## WORK TO COMPLETE
Make an exact copy of the entries that come next.

## Stored data entries
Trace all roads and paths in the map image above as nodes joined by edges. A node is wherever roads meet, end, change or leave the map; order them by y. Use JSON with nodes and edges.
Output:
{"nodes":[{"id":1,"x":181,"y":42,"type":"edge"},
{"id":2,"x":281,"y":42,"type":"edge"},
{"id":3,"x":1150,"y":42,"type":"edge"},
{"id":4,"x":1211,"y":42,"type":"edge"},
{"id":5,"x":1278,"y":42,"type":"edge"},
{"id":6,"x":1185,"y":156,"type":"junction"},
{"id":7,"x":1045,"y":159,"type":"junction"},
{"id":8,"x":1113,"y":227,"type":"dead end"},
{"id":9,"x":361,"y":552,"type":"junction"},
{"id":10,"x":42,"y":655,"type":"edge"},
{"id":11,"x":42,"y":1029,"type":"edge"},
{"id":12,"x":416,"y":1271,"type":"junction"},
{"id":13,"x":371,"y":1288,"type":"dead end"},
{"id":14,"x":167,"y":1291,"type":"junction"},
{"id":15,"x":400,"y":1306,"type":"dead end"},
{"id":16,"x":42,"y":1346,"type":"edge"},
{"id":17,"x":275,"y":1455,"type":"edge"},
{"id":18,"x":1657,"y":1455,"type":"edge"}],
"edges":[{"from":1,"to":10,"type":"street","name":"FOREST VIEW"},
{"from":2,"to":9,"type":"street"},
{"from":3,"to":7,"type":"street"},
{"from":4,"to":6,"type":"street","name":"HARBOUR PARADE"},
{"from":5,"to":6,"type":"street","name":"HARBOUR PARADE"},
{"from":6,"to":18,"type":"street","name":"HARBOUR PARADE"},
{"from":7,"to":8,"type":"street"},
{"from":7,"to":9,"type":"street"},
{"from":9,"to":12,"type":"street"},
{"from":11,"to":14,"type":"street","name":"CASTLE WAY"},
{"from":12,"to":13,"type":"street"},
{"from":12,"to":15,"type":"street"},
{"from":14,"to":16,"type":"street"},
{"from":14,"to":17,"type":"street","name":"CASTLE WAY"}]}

## COMPLETED TASK
Trace all roads and paths in the map image above as nodes joined by edges. A node is wherever roads meet, end, change or leave the map; order them by y. Use JSON with nodes and edges.
Output:
{"nodes":[{"id":1,"x":181,"y":42,"type":"edge"},
{"id":2,"x":281,"y":42,"type":"edge"},
{"id":3,"x":1150,"y":42,"type":"edge"},
{"id":4,"x":1211,"y":42,"type":"edge"},
{"id":5,"x":1278,"y":42,"type":"edge"},
{"id":6,"x":1185,"y":156,"type":"junction"},
{"id":7,"x":1045,"y":159,"type":"junction"},
{"id":8,"x":1113,"y":227,"type":"dead end"},
{"id":9,"x":361,"y":552,"type":"junction"},
{"id":10,"x":42,"y":655,"type":"edge"},
{"id":11,"x":42,"y":1029,"type":"edge"},
{"id":12,"x":416,"y":1271,"type":"junction"},
{"id":13,"x":371,"y":1288,"type":"dead end"},
{"id":14,"x":167,"y":1291,"type":"junction"},
{"id":15,"x":400,"y":1306,"type":"dead end"},
{"id":16,"x":42,"y":1346,"type":"edge"},
{"id":17,"x":275,"y":1455,"type":"edge"},
{"id":18,"x":1657,"y":1455,"type":"edge"}],
"edges":[{"from":1,"to":10,"type":"street","name":"FOREST VIEW"},
{"from":2,"to":9,"type":"street"},
{"from":3,"to":7,"type":"street"},
{"from":4,"to":6,"type":"street","name":"HARBOUR PARADE"},
{"from":5,"to":6,"type":"street","name":"HARBOUR PARADE"},
{"from":6,"to":18,"type":"street","name":"HARBOUR PARADE"},
{"from":7,"to":8,"type":"street"},
{"from":7,"to":9,"type":"street"},
{"from":9,"to":12,"type":"street"},
{"from":11,"to":14,"type":"street","name":"CASTLE WAY"},
{"from":12,"to":13,"type":"street"},
{"from":12,"to":15,"type":"street"},
{"from":14,"to":16,"type":"street"},
{"from":14,"to":17,"type":"street","name":"CASTLE WAY"}]}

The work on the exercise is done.